Got a weird one where some of my VMs suddenly have empty zVols. The zpool is a mirror of SSD drives and I recently noticed some IO errors in my VMs that forced a reboot. Most rebooted cleanly, but some suddenly ended up with what appears to be corrupted zVols.

root@truenas:/dev/zvol/ssd-storage/VMs# blkid  /dev/zvol/ssd-storage/VMs/VNC
root@truenas:/dev/zvol/ssd-storage/VMs# ls -l /dev/zvol/ssd-storage/VMs/VNC
lrwxrwxrwx 1 root root 13 Apr  7 11:06 /dev/zvol/ssd-storage/VMs/VNC -> ../../../zd64
root@truenas:/dev/zvol/ssd-storage/VMs# zfs list -t volume | grep VNC
ssd-storage/VMs/VNC              1.23G  64.8G  1.23G  -

I do have a recent backup, but this all looks a bit odd as it looks like I’ve lost the boot blocks.
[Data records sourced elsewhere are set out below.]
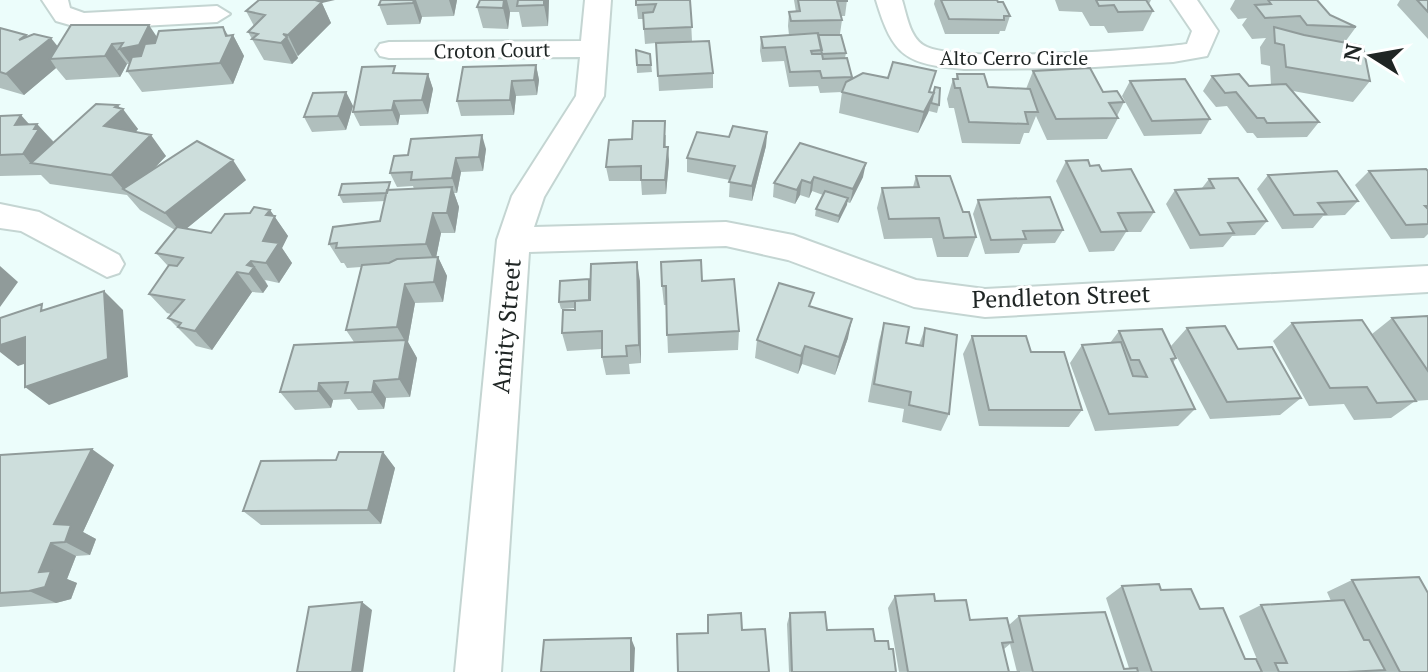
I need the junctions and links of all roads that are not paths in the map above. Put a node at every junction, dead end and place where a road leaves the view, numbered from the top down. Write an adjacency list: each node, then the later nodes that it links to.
1 (55, 0): 5 (street)
2 (598, 0): 6 (street, Amity Street)
3 (889, 0): 4 (street, Alto Cerro Circle)
4 (1184, 0)
5 (217, 14)
6 (596, 49): 7 (street, Croton Court); 9 (street, Amity Street)
7 (389, 50)
8 (0, 216): 10 (street)
9 (513, 240): 11 (street, Pendleton Street); 12 (street, Amity Street)
10 (107, 264)
11 (1428, 279)
12 (478, 672)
All of these are sparse VMs backed on ZVols. This particular one is an ancient 4GB VM disk.

Nothing in the TrueNas system logs to show any issues and a resilver of the zfs pool showed no errors.

I did a dd dump of the zvol and used testdisk which showed that the partition table had become corrupted. After using testdisk to fix the partition table I was able to recover one of the VMs.

joeschmuck · May 1, 2024, 9:17am

Can you provide some basic information: TrueNAS version, System hardware specs, and to make it clear, this sounds like you have been running this VM for a long time but how long does that mean, Days, Weeks, Months? And if it ran previously without issue, what version of TrueNAS was that? And did you recently upgrade to a newer TrueNAS version.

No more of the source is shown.